So steht es zumindest auf der Website von Board Lab, dem Kieler Anbieter eines Kiteboard-Bau-Workshops. Was heisst denn «Fahrer-Profil»? «Du baust Dein Board, abgestimmt auf Dein Gewicht, Deine Grösse und auf Deinen Fahrstil», erklärt Jannek Grocholl, einer der beiden Workshop-Leiter von Board Lab, am Telefon. Fahrstil? Ich bin noch nie gekitet! «Alles kein Problem, wir helfen Dir Schritt für Schritt dabei, ein Kiteboard zu bauen, und erklären Dir, wie die Bauweise den Fahrstil beeinflusst.» Das klingt gut. Also baue ich mir dann ein Anfänger-Kiteboard? «Dazu würde ich Dir nicht raten. Das Anfänger-Board benutzt Du nur ein paar Wochen. Bau lieber ein Allround-Brett, das Du nach Deinem Einsteiger-Fahrkurs länger nutzen kannst. Das Allround-Board ist vielseitig einsetzbar: bei wenig bis viel Wind, bei Flachwasser und Welle, also besser als das Einsteiger-Board.» Okay, dann machen wir das so. Jannek weiss schliesslich, wovon er spricht. Der gelernte Bootsbauer fertigt seit rund sieben Jahren seine eigenen Kiteboards und kann mir bestimmt gute Tipps geben. Der Workshop ist gebucht!

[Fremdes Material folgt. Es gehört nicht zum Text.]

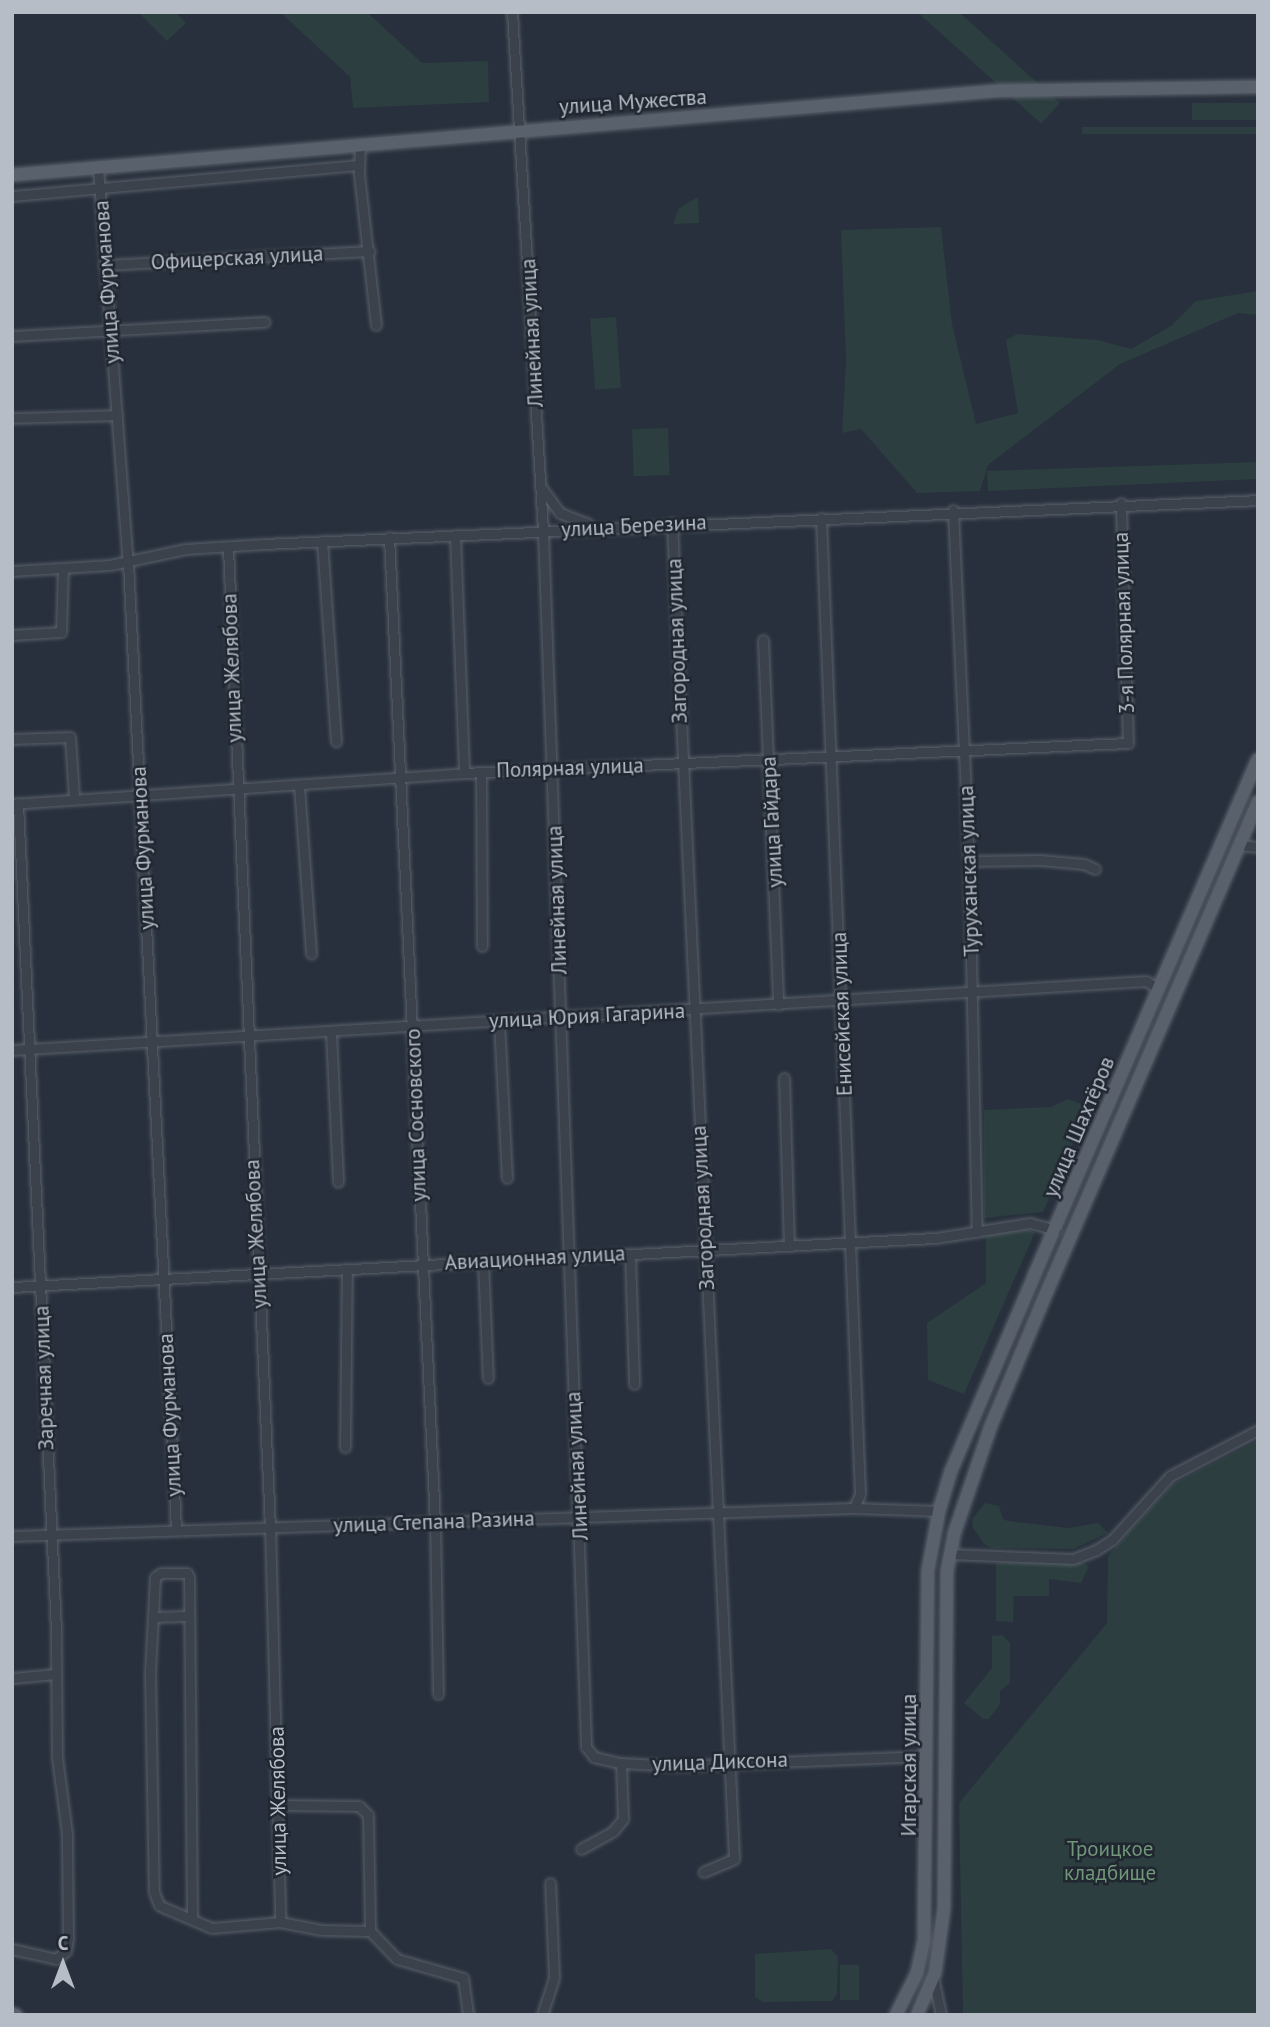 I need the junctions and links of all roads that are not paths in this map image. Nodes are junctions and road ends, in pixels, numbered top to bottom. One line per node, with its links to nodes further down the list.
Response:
1 (512, 12): 3 (street, Линейная улица)
2 (1258, 87): 3 (main road, улица Мужества)
3 (518, 131): 4 (main road, улица Мужества); 18 (street, Линейная улица)
4 (360, 144): 5 (street); 6 (main road, улица Мужества)
5 (359, 165): 8 (street); 10 (street)
6 (98, 167): 7 (main road, улица Мужества); 8 (street, улица Фурманова)
7 (12, 175)
8 (100, 186): 9 (street); 11 (street, улица Фурманова)
9 (12, 196)
10 (370, 251): 11 (street, Офицерская улица); 13 (street)
11 (104, 265): 14 (street, улица Фурманова)
12 (265, 322): 14 (street)
13 (376, 325)
14 (109, 328): 15 (street); 16 (street, улица Фурманова)
15 (12, 335)
16 (117, 415): 17 (street); 30 (street, улица Фурманова)
17 (12, 418)
18 (540, 485): 24 (street); 25 (street, Линейная улица)
19 (1258, 500): 20 (street, улица Березина)
20 (1121, 503): 21 (street, улица Березина); 37 (street, 3-я Полярная улица)
21 (953, 510): 22 (street, улица Березина); 38 (street, Туруханская улица)
22 (821, 518): 23 (street, улица Березина); 39 (street, Енисейская улица)
23 (673, 523): 24 (street, улица Березина); 42 (street, Загородная улица)
24 (595, 526): 25 (street, улица Березина)
25 (543, 531): 26 (street, улица Березина); 43 (street, Линейная улица)
26 (455, 535): 27 (street, улица Березина); 45 (street)
27 (389, 537): 28 (street, улица Березина); 46 (street, улица Сосновского)
28 (322, 541): 29 (street, улица Березина); 36 (street)
29 (228, 547): 30 (street, улица Березина); 48 (street, улица Желябова)
30 (128, 562): 31 (street, улица Березина); 49 (street, улица Фурманова)
31 (62, 570): 32 (street, улица Березина); 33 (street)
32 (12, 571)
33 (12, 635)
34 (763, 640): 40 (street, улица Гайдара)
35 (12, 739): 50 (street)
36 (336, 742)
37 (1128, 743): 38 (street, Полярная улица)
38 (964, 748): 39 (street, Полярная улица); 55 (street, Туруханская улица)
39 (831, 755): 40 (street, Полярная улица); 61 (street, Енисейская улица)
40 (769, 758): 42 (street, Полярная улица); 62 (street, улица Гайдара)
41 (1258, 759): 59 (main road, улица Шахтёров)
42 (681, 764): 43 (street, Полярная улица); 63 (street, Загородная улица)
43 (552, 769): 44 (street, Полярная улица); 64 (street, Линейная улица)
44 (481, 772): 45 (street, Полярная улица); 57 (street)
45 (464, 773): 46 (street, Полярная улица)
46 (399, 778): 47 (street, Полярная улица); 66 (street, улица Сосновского)
47 (299, 785): 48 (street, Полярная улица); 58 (street)
48 (237, 788): 49 (street, Полярная улица); 68 (street, улица Желябова)
49 (140, 793): 50 (street, Полярная улица); 69 (street, улица Фурманова)
50 (74, 798): 52 (street, Полярная улица)
51 (1258, 802): 53 (main road, улица Шахтёров)
52 (15, 804): 70 (street, Заречная улица)
53 (1239, 845): 54 (street); 96 (main road, улица Шахтёров)
54 (1258, 847)
55 (969, 861): 56 (street); 60 (street, Туруханская улица)
56 (1095, 870)
57 (482, 946)
58 (311, 954)
59 (1159, 989): 60 (street, улица Юрия Гагарина); 75 (main road, улица Шахтёров)
60 (973, 993): 61 (street, улица Юрия Гагарина); 76 (street, Туруханская улица)
61 (842, 1002): 62 (street, улица Юрия Гагарина); 77 (street, Енисейская улица)
62 (778, 1005): 63 (street, улица Юрия Гагарина)
63 (694, 1010): 64 (street, улица Юрия Гагарина); 79 (street, Загородная улица)
64 (561, 1018): 65 (street, улица Юрия Гагарина); 81 (street, Линейная улица)
65 (499, 1021): 66 (street, улица Юрия Гагарина); 73 (street)
66 (412, 1027): 67 (street, улица Юрия Гагарина); 83 (street, улица Сосновского)
67 (331, 1032): 68 (street, улица Юрия Гагарина); 74 (street)
68 (248, 1038): 69 (street, улица Юрия Гагарина); 85 (street, улица Желябова)
69 (154, 1043): 70 (street, улица Юрия Гагарина); 86 (street, улица Фурманова)
70 (28, 1049): 71 (street, улица Юрия Гагарина); 87 (street, Заречная улица)
71 (12, 1050)
72 (784, 1078): 78 (street)
73 (507, 1178)
74 (338, 1182)
75 (1056, 1230): 76 (street, Авиационная улица); 94 (main road, улица Шахтёров)
76 (977, 1232): 77 (street, Авиационная улица)
77 (849, 1242): 78 (street, Авиационная улица); 93 (street, Енисейская улица)
78 (789, 1244): 79 (street, Авиационная улица)
79 (704, 1248): 80 (street, Авиационная улица); 95 (street, Загородная улица)
80 (630, 1254): 81 (street, Авиационная улица); 90 (street)
81 (567, 1257): 82 (street, Авиационная улица); 97 (street, Линейная улица)
82 (483, 1261): 83 (street, Авиационная улица); 89 (street)
83 (422, 1264): 84 (street, Авиационная улица); 98 (street, улица Сосновского)
84 (347, 1269): 85 (street, Авиационная улица); 92 (street)
85 (258, 1272): 86 (street, Авиационная улица); 99 (street, улица Желябова)
86 (162, 1276): 87 (street, Авиационная улица); 100 (street, улица Фурманова)
87 (40, 1286): 88 (street, Авиационная улица); 101 (street, Заречная улица)
88 (12, 1287)
89 (488, 1378)
90 (634, 1384)
91 (1258, 1430): 103 (street)
92 (345, 1447)
93 (854, 1508): 94 (street, улица Степана Разина); 95 (street, улица Степана Разина)
94 (939, 1511): 109 (main road, Игарская улица)
95 (719, 1513): 97 (street, улица Степана Разина); 111 (street, Загородная улица)
96 (959, 1516): 103 (main road, Игарская улица)
97 (579, 1518): 98 (street, улица Степана Разина); 110 (street, Линейная улица)
98 (435, 1522): 99 (street, улица Степана Разина); 108 (street, улица Сосновского)
99 (270, 1527): 100 (street, улица Степана Разина); 112 (street, улица Желябова)
100 (176, 1530): 101 (street, улица Степана Разина)
101 (51, 1535): 102 (street, улица Степана Разина); 106 (street, Заречная улица)
102 (12, 1536)
103 (949, 1554): 120 (main road, Игарская улица)
104 (187, 1616): 105 (street); 105 (street); 116 (street)
105 (154, 1617): 116 (street)
106 (56, 1674): 107 (street); 119 (street, Заречная улица)
107 (12, 1678)
108 (438, 1694)
109 (927, 1756): 111 (street, улица Диксона); 123 (main road, Игарская улица)
110 (621, 1763): 111 (street, улица Диксона); 113 (street, улица Диксона)
111 (730, 1763): 114 (street, Загородная улица)
112 (280, 1805): 117 (street, улица Желябова); 118 (street)
113 (581, 1849)
114 (704, 1872)
115 (550, 1883): 122 (street)
116 (192, 1919): 117 (street)
117 (280, 1922): 118 (street)
118 (370, 1931): 121 (street)
119 (12, 1949)
120 (933, 1977): 124 (main road, Игарская улица); 125 (street)
121 (468, 2015)
122 (542, 2015)
123 (895, 2015)
124 (917, 2015)
125 (942, 2015)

Rund sechs Wochen später, Samstagmorgen, neun Uhr. Mein Workshop-Wochenende in der Kieler Werkstatt beginnt. Ich bin müde und etwas hibbelig zugleich. Da die Kurse schnell ausgebucht sind, musste ich einige Wochen darauf warten. «Nimm erst mal ’nen Kaffee», sagt Jannek und drückt mir und den anderen Workshop-Teilnehmern eine grosse Tasse in die Hand. «Ich erkläre Euch in Ruhe die ersten Schritte, und dann arbeiten wir uns zusammen vorwärts in der Sandwichbauweise.» Sandwichbauweise, das sagt mir was: Die Boards werden handlaminiert und später mit Vakuum verpresst. Alle anderen Fachbegriffe, die jetzt durch den Raum fliegen, sind mir aber fremd. Ich werde noch nervöser, als ich merke, dass ich die Einzige bin, die (noch) keine Kitesurferin ist. Na, denn man tau.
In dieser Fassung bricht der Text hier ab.